Structure of gamma-secretase and its trimeric pre-activation intermediate by single-particle electron microscopy

Abstract

The γ-secretase membrane protein complex is responsible for proteolytic maturation of signaling precursors and catalyzes the final step in the production of the amyloid β-peptides implicated in the pathogenesis of Alzheimer disease. The incorporation of PEN-2 (presenilin enhancer 2) into a pre-activation intermediate, composed of the catalytic subunit presenilin and the accessory proteins APH-1 (anterior pharynx-defective 1) and nicastrin, triggers the endoproteolysis of presenilin and results in an active tetrameric γ-secretase.
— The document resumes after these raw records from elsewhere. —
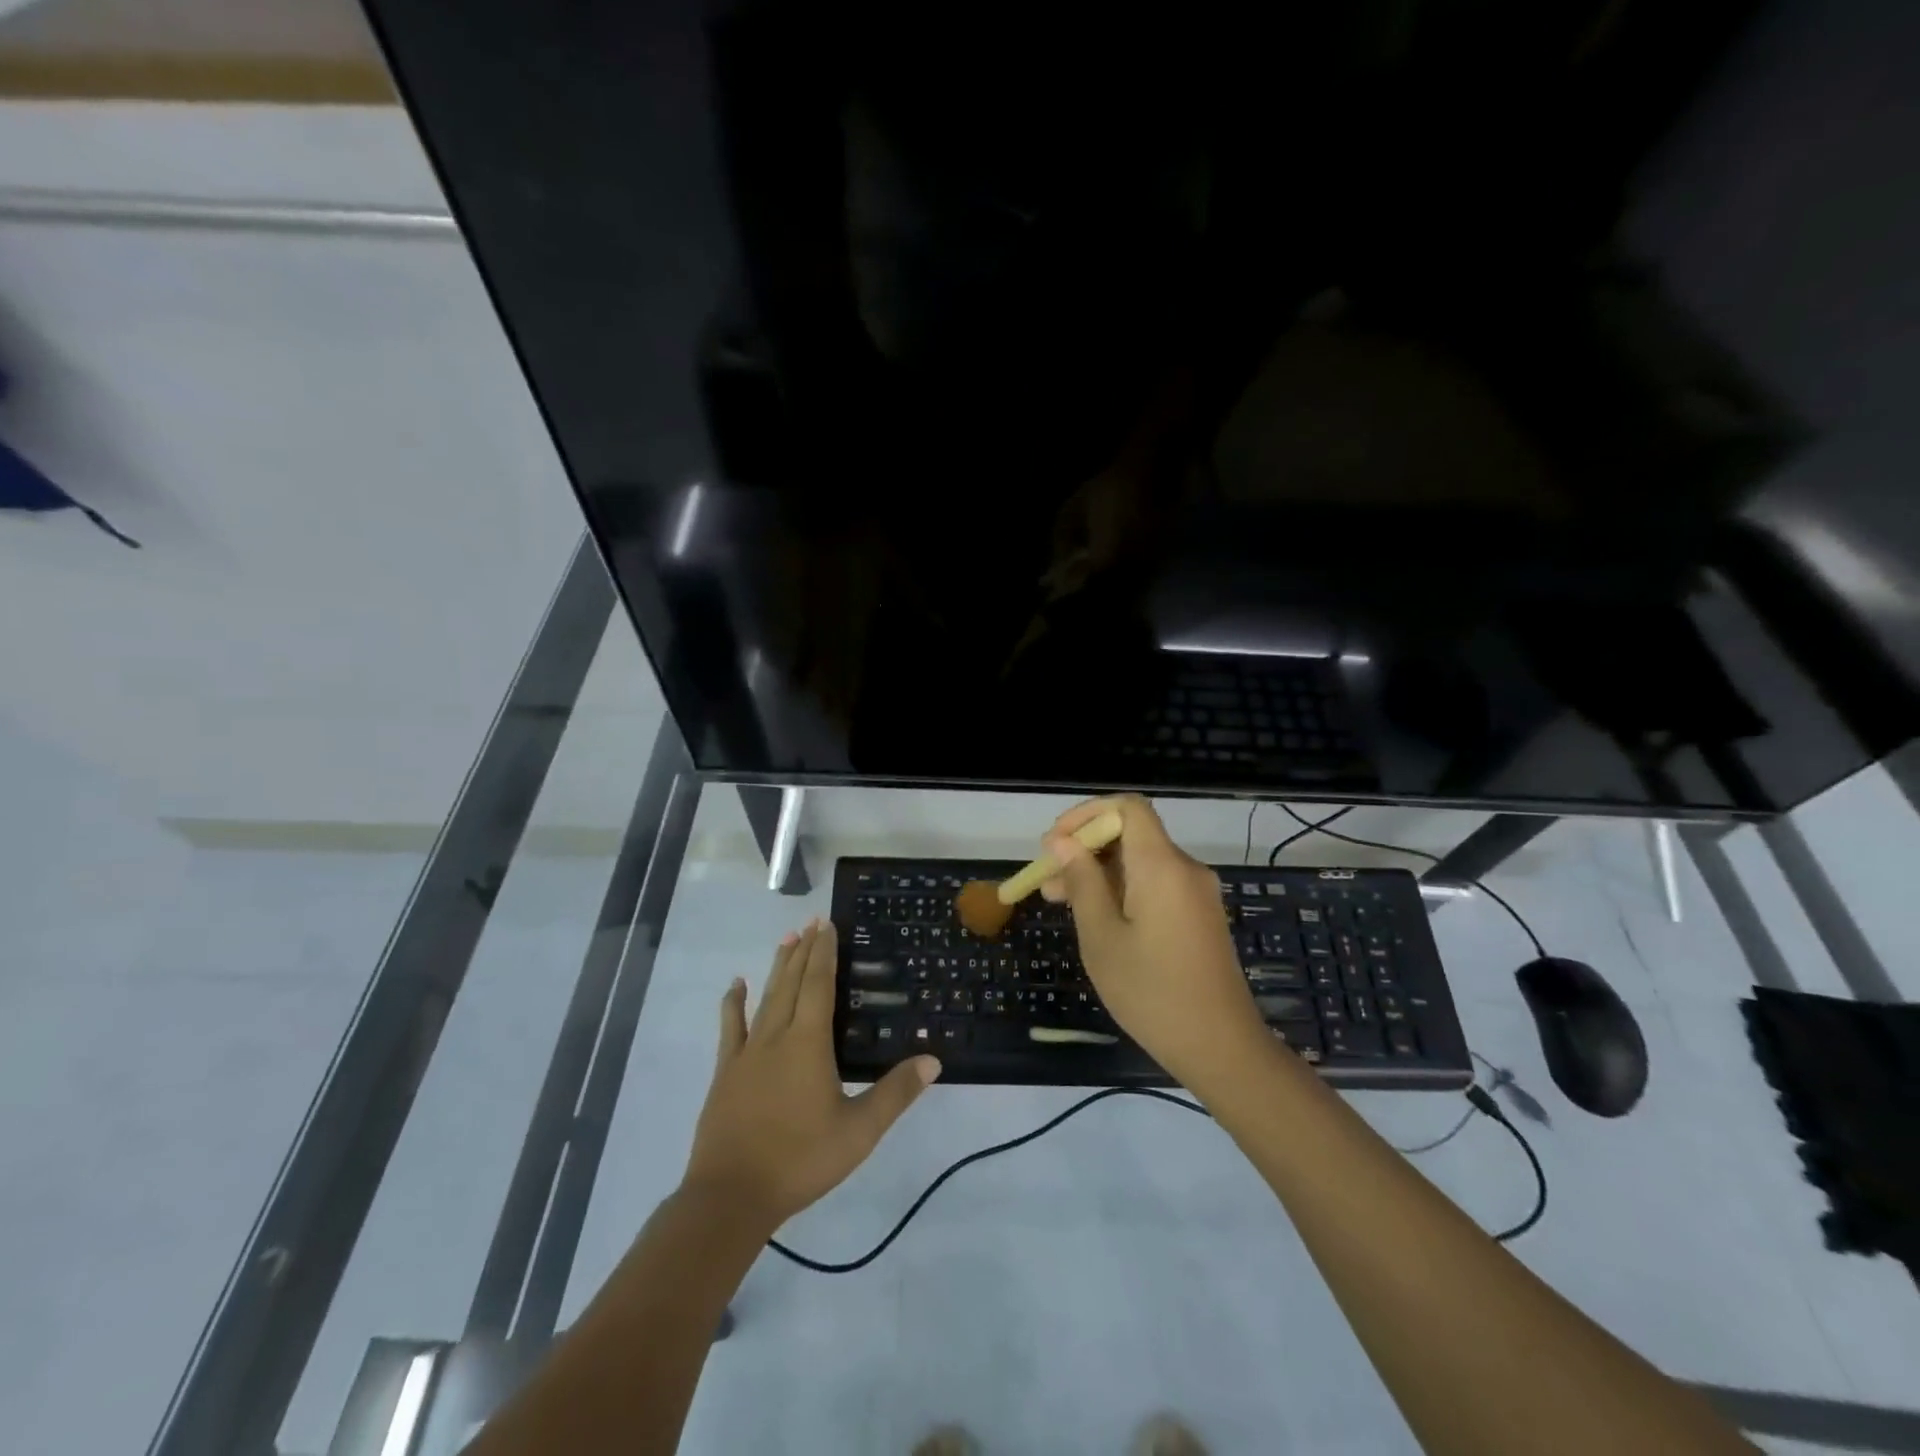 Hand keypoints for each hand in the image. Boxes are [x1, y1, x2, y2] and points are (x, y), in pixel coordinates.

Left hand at [681, 920, 940, 1231]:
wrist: (731, 1196)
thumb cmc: (801, 1159)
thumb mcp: (859, 1131)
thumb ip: (896, 1093)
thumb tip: (933, 1059)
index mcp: (809, 1043)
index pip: (819, 985)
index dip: (824, 953)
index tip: (827, 924)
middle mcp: (777, 1036)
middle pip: (792, 983)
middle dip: (804, 951)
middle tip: (812, 922)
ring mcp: (748, 1053)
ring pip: (766, 997)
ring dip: (778, 967)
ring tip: (786, 938)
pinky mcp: (727, 1072)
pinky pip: (731, 1027)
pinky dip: (734, 1002)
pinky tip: (736, 984)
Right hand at [1040, 796, 1270, 1089]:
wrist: (1221, 1048)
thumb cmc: (1151, 993)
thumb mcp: (1102, 937)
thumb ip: (1082, 882)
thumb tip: (1062, 842)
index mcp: (1162, 866)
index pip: (1128, 807)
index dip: (1086, 814)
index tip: (1054, 842)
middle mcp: (1184, 868)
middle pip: (1131, 834)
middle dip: (1085, 849)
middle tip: (1046, 880)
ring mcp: (1196, 893)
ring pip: (1140, 862)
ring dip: (1099, 873)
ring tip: (1058, 901)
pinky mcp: (1200, 915)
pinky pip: (1156, 884)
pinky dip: (1122, 890)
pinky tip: (1096, 918) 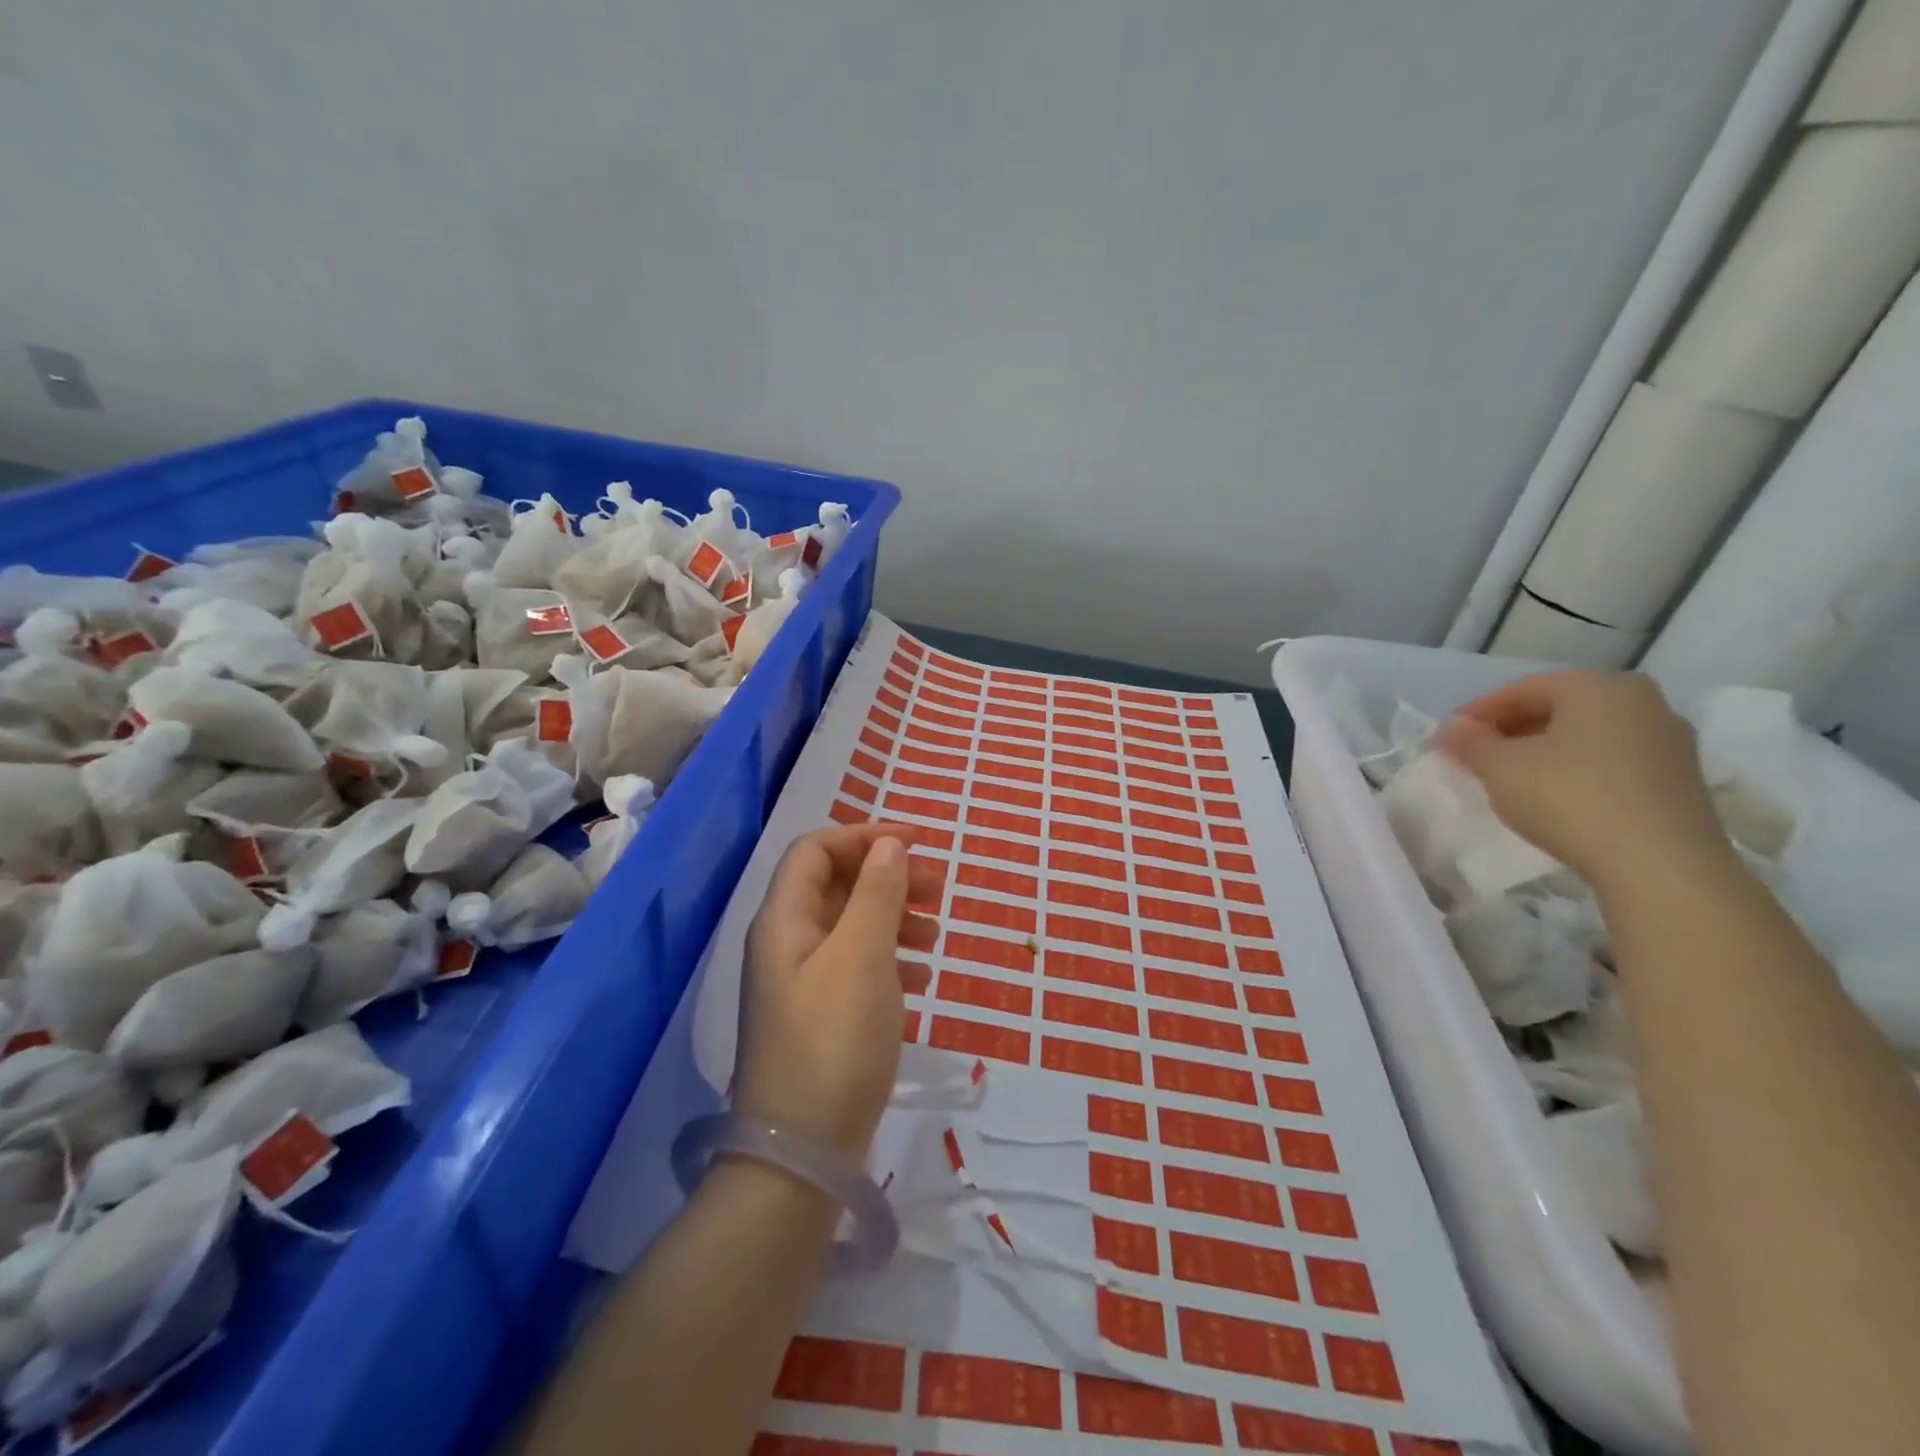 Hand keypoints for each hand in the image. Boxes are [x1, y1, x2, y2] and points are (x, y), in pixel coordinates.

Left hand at [733, 824, 941, 1159]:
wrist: (802, 1154)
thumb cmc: (834, 1041)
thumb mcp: (863, 958)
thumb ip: (877, 895)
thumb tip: (889, 845)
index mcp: (784, 921)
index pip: (816, 850)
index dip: (864, 837)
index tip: (916, 845)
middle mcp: (787, 944)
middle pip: (837, 886)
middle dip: (888, 878)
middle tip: (938, 889)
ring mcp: (802, 984)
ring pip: (851, 927)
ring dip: (894, 919)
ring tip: (935, 938)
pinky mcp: (820, 1018)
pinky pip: (858, 967)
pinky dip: (891, 961)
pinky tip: (921, 979)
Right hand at [1433, 670, 1730, 890]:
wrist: (1661, 865)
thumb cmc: (1569, 797)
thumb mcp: (1499, 767)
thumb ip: (1470, 742)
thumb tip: (1452, 728)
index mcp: (1597, 686)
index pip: (1521, 690)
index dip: (1477, 714)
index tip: (1447, 740)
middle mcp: (1641, 702)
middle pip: (1558, 709)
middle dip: (1511, 731)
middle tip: (1475, 757)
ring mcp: (1669, 742)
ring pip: (1586, 736)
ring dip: (1543, 751)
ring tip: (1509, 779)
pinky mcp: (1680, 781)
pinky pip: (1612, 762)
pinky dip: (1575, 771)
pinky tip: (1553, 797) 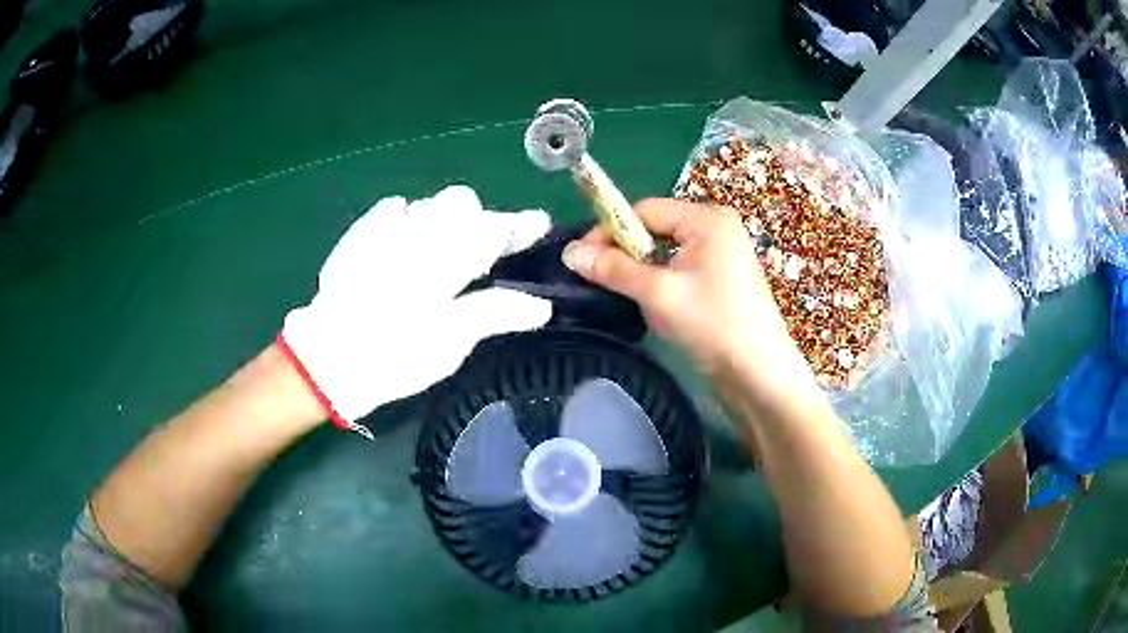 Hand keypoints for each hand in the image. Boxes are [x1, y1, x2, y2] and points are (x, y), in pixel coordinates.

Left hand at [280, 185, 552, 435]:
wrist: (328, 358)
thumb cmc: (394, 355)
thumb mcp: (451, 341)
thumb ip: (496, 312)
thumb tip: (540, 306)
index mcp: (446, 257)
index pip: (493, 229)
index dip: (519, 226)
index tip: (538, 223)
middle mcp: (417, 231)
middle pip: (461, 201)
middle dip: (478, 219)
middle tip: (480, 255)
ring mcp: (384, 229)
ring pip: (429, 204)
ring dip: (444, 221)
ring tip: (441, 253)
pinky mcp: (359, 235)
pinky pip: (393, 209)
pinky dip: (408, 221)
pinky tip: (405, 245)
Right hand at [561, 198, 818, 401]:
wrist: (759, 373)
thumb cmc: (712, 324)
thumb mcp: (658, 293)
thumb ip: (613, 269)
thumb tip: (569, 252)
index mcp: (706, 219)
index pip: (645, 210)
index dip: (610, 230)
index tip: (583, 258)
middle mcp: (716, 228)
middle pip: (656, 228)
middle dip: (626, 252)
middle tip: (600, 278)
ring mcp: (723, 255)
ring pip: (667, 252)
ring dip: (642, 271)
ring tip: (626, 295)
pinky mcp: (723, 280)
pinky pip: (681, 269)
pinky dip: (661, 282)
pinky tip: (652, 305) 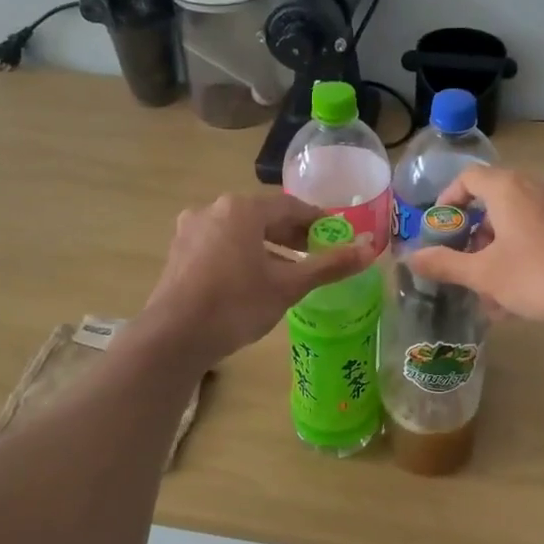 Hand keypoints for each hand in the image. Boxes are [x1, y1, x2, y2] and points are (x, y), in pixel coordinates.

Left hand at [138, 194, 374, 367]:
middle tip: (317, 253)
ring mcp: (191, 230)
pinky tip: (254, 278)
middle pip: (263, 217)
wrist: (174, 336)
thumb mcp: (288, 286)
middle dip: (292, 234)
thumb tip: (369, 250)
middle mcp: (213, 210)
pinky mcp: (179, 252)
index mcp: (241, 209)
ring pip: (240, 232)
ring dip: (267, 246)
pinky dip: (243, 255)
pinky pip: (221, 245)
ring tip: (289, 269)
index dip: (317, 220)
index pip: (290, 207)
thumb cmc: (236, 304)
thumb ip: (329, 265)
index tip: (336, 234)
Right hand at [405, 167, 543, 333]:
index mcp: (509, 188)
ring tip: (492, 295)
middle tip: (465, 268)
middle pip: (494, 202)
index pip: (468, 178)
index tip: (440, 229)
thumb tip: (410, 258)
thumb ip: (445, 263)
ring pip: (518, 223)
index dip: (448, 200)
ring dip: (499, 253)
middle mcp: (537, 186)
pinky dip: (524, 256)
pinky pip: (541, 233)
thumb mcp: (484, 274)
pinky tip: (521, 297)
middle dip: (475, 238)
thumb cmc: (537, 277)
We have determined the three-dimensional reconstruction of a mature and catalytically active γ-secretase using single-particle cryo-electron microscopy. γ-Secretase has a cup-like shape with a lateral belt of ∼40-50 Å in height that encloses a water-accessible internal chamber. Active site labeling with a gold-coupled transition state analog inhibitor suggested that the γ-secretase active site faces this chamber. Comparison with the structure of a trimeric pre-activation intermediate suggested that the incorporation of PEN-2 might contribute to the maturation of the active site architecture.

FIGURE 1.

Purification of mature and enzymatically active γ-secretase. A, TAP of γ-secretase from HEK293S cells that stably overexpress TAP-PS1, NCT, APH-1, and PEN-2. The starting membrane solubilisate (Input), flow-through (FT), wash, and eluate from each step were probed by Western blotting against full-length TAP-PS1 and its endoproteolytic derivatives, NCT and PEN-2. Each fraction is indicated at the top. WGA, wheat germ agglutinin; NTF, N-terminal fragment; CTF, C-terminal fragment; CBP, calmodulin-binding protein. B, purified γ-secretase was analyzed by SDS-PAGE and visualized by silver staining. The bands corresponding to the γ-secretase components are indicated. C, the transition state analog inhibitor L-685,458 inhibited production of Aβ40 by purified γ-secretase. DMSO, dimethyl sulfoxide. D, purified γ-secretase catalyzed the in vitro conversion of the substrate C100-FLAG to both Aβ40 and Aβ42 products in a ratio analogous to that found in vivo.

FIGURE 2.

Single-particle electron microscopy of γ-secretase. A, representative CCD image of γ-secretase in vitreous ice. B–F, labeling of γ-secretase complexes by an active site-directed inhibitor (B) and antibodies specific for NCT (C), APH-1 (D), PEN-2 (E), and PS (F). G, determination of the resolution of the final three-dimensional reconstruction. The FSC suggests a resolution of 18 Å using the 0.5 criterion. H, gallery of representative class averages and their corresponding back-projections from the three-dimensional map.

FIGURE 3.

Three-dimensional reconstruction of γ-secretase. Shown are views of the final three-dimensional volume of γ-secretase filtered at 18 Å and set to a threshold equivalent to a molecular mass of ∼200 kDa. The double-headed arrow delimits the proposed location of the transmembrane region of the complex. The asterisks depict the proposed location of the ectodomain of NCT. The arrows mark a cavity (white arrows) in the extracellular region that extends to the transmembrane region ending in a lateral opening (black arrows).

FIGURE 4.

Gold labeling of the γ-secretase active site. A, structure of the active site inhibitor L-685,458 linked to the 39.4-Å biotinylated arm. B, gallery of images of γ-secretase particles labeled with gold-streptavidin complexed to the inhibitor.

FIGURE 5.

Comparison of γ-secretase with a trimeric pre-activation intermediate lacking PEN-2. A, representative CCD image of the trimeric pre-activation intermediate under negative stain. B, for comparison, the three-dimensional reconstruction of the pre-activation intermediate (yellow) was docked manually in the envelope corresponding to γ-secretase (magenta mesh). An asterisk marks differences in density between the two reconstructions. C, cut-through views of γ-secretase (magenta) and the pre-activation intermediate (yellow). The black arrows mark the widening of the mouth and the lateral opening. The double-headed arrow depicts the putative path of substrate/product release/entry. The proposed location of the lipid membrane is depicted as a slab.